The benchmark, which compares anew ARM SOC from Calxeda to a Sandy Bridge (not Ivy Bridge) low-end Xeon server with the same number of cores, shows that the Xeon CPU, while delivering more performance, has a very large deficit in workload per Watt, which is one of the key value propositions of the ARM community. Benchmark details:
Interpreting The Benchmark
First of all, this is a single benchmark, and its relevance is limited to its domain — lightweight web serving on a small web server with 1 Gb network. We cannot interpolate results based on a faster network configuration (although my guess is that this configuration is bottlenecked by the network, and a faster Xeon would not make much difference), nor can we extend the interpretation to other workloads. But within the benchmark domain, this early comparison tells us some important things:
- Even with the current V7 32-bit architecture, the ARM CPU does indeed deliver impressive power efficiency.

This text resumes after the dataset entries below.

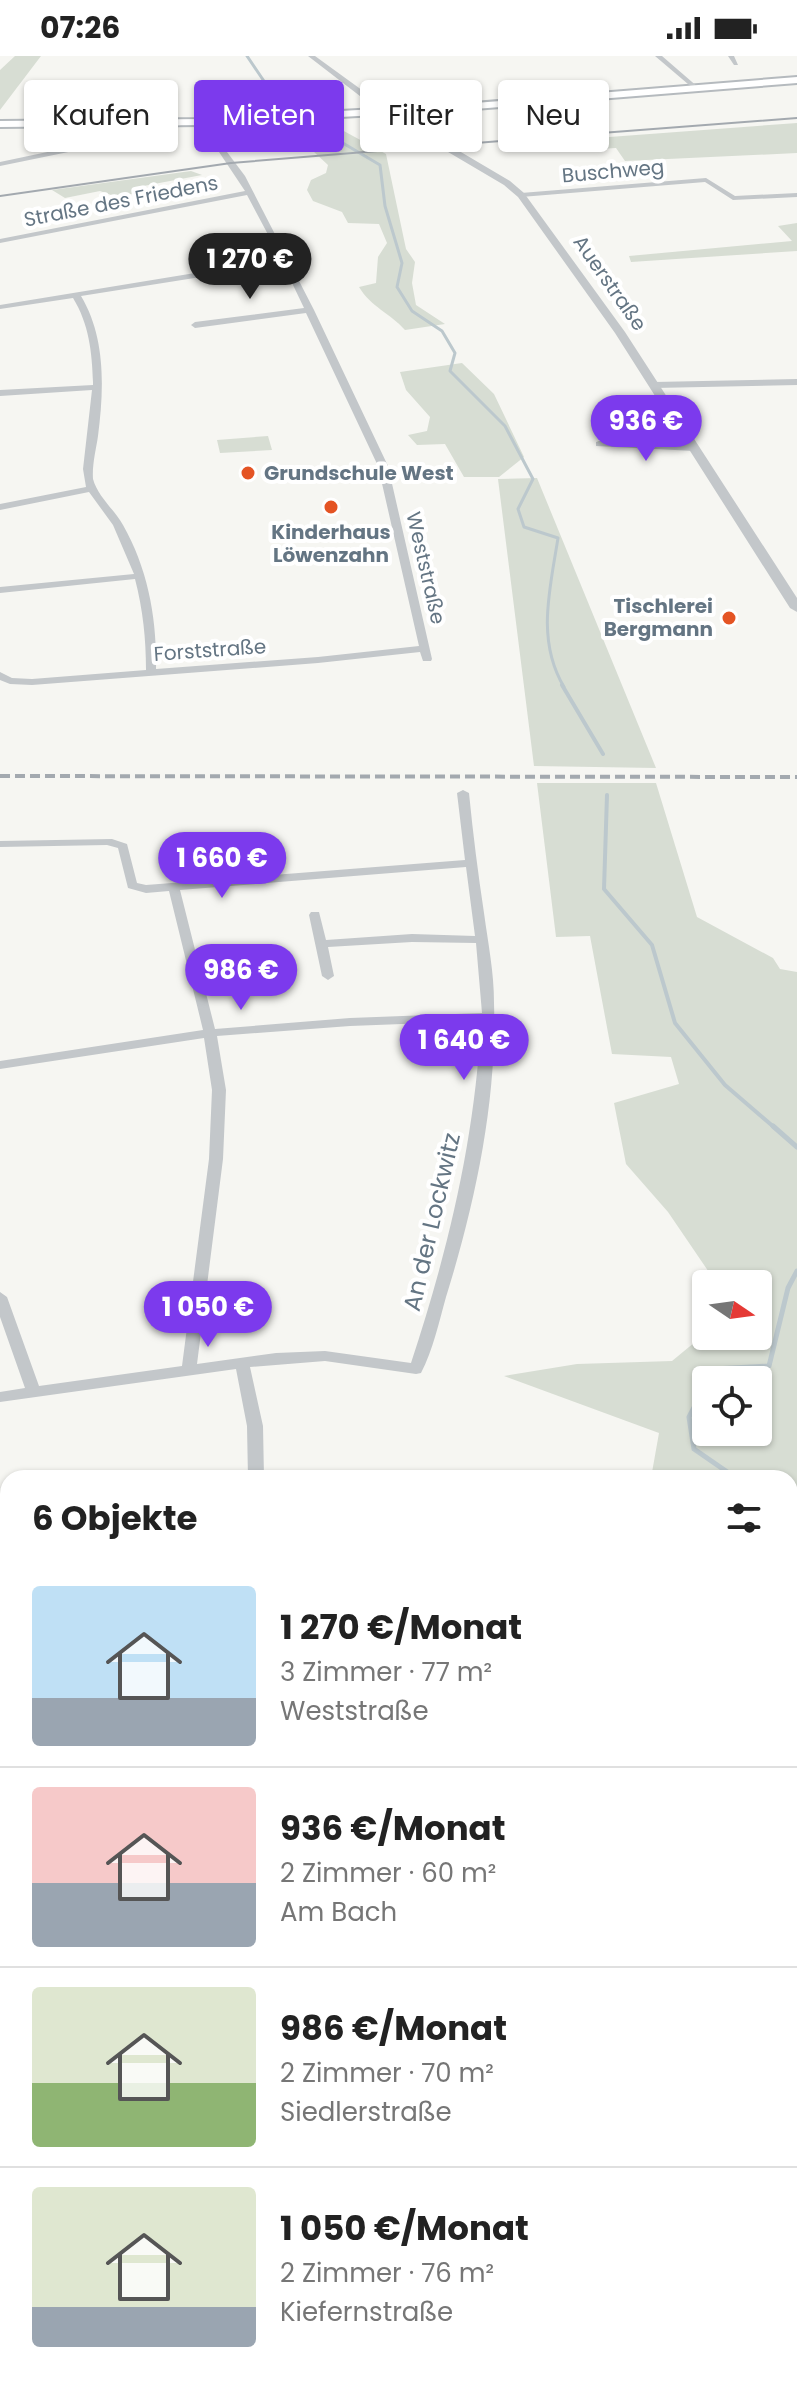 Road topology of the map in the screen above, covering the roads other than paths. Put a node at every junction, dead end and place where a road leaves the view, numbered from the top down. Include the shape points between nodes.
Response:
1 (311, 56) edge
2 (658, 56) edge
3 (731, 56) edge
4 (736, 64) dead end
5 (797, 80) edge
6 (697, 89) junction
7 (360, 92) edge
8 (482, 104) edge
9 (194, 122) edge
10 (178, 123) edge
11 (0, 124) edge
12 (24, 124) edge
13 (58, 152) edge
14 (223, 152) edge
15 (451, 152) edge
16 (0, 164) edge
17 (249, 192) junction
18 (521, 195) junction
19 (797, 195) edge
20 (0, 241) edge
21 (286, 261) junction
22 (75, 294) junction
23 (0, 307) edge
24 (310, 310) junction
25 (195, 325) dead end
26 (797, 382) edge
27 (654, 385) junction
28 (96, 387) junction
29 (0, 393) edge
30 (599, 444) dead end
31 (694, 448) junction
32 (92, 489) junction
33 (0, 507) edge
34 (140, 576) junction
35 (0, 590) edge
36 (797, 608) edge
37 (426, 654) joint
38 (151, 672) junction
39 (0, 675) edge
40 (463, 793) dead end
41 (0, 844) edge
42 (472, 863) junction
43 (174, 888) junction
44 (315, 915) dead end
45 (483, 940) junction
46 (323, 944) junction
47 (328, 976) dead end
48 (488, 1017) junction
49 (210, 1033) junction
50 (0, 1065) edge
51 (0, 1297) edge
52 (242, 1364) junction
53 (189, 1371) junction
54 (34, 1392) junction
55 (0, 1397) edge
56 (256, 1470) edge

1 - 7 street, Auerstraße
2 - 6 street
3 - 4 street
5 - 6 main road
6 - 8 main road
9 - 10 main road
11 - 12 main road
13 - 16 street
14 - 17 street, Weststraße
15 - 18 street, Auerstraße
17 - 20 street, Straße des Friedens
17 - 21 street, Weststraße
18 - 19 street, Buschweg via 706,180 733,198
18 - 27 street, Auerstraße
21 - 22 street
21 - 24 street, Weststraße
22 - 23 street
22 - 28 street via 91,323
24 - 25 street
24 - 37 street, Weststraße via 383,466
26 - 27 street
27 - 31 street, Auerstraße
28 - 29 street
28 - 32 street via 88,477
30 - 31 street
31 - 36 street, Auerstraße
32 - 33 street
32 - 34 street via 116,522
34 - 35 street
34 - 38 street via 150,622
37 - 38 street, Forststraße
38 - 39 street, Forststraße via 32,682
40 - 42 street, An der Lockwitz
41 - 43 street via 108,841 123,846 132,885
42 - 43 street
42 - 45 street, An der Lockwitz
43 - 49 street
44 - 46 street
45 - 46 street
45 - 48 street, An der Lockwitz
46 - 47 street
48 - 49 street
48 - 52 street, An der Lockwitz via 468,1186 416,1369 325,1356
49 - 50 street
49 - 53 street via 219,1090 216,1159
51 - 54 street
52 - 53 street
52 - 56 street via 255,1426
53 - 54 street
54 - 55 street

- Absolute performance, especially considering the huge difference in clock speed, is higher than most of us expected.
- As a basic proof point, this benchmark succeeds as a proof of concept — AMR servers are indeed in the ballpark versus their initial promises.
Even if we start to do some “Kentucky windage” on the benchmark results to try and guess the impact of substituting a newer, more power-efficient Ivy Bridge CPU such as the Intel Xeon E3-1200 v2 and assume a 50% improvement in power efficiency, the ARM CPU workload/Watt advantage might drop to the neighborhood of 10X. Further deflation for a modest improvement in Ivy Bridge performance (assuming that network bandwidth might not be a bottleneck), would bring it down a bit further, possibly to the region of 8/1. Still very compelling from an overall efficiency perspective.
But Intel is not laying down on the job, and the announcement this week of the “Gemini” server from HP as an extension of their Project Moonshot scalable fabric-based server family powered by the latest generation of Intel’s Atom CPU will probably move x86 performance per Watt closer to ARM when it is available later this year. We look forward with anticipation to the continued competitive playoff in server technology and what it means for users.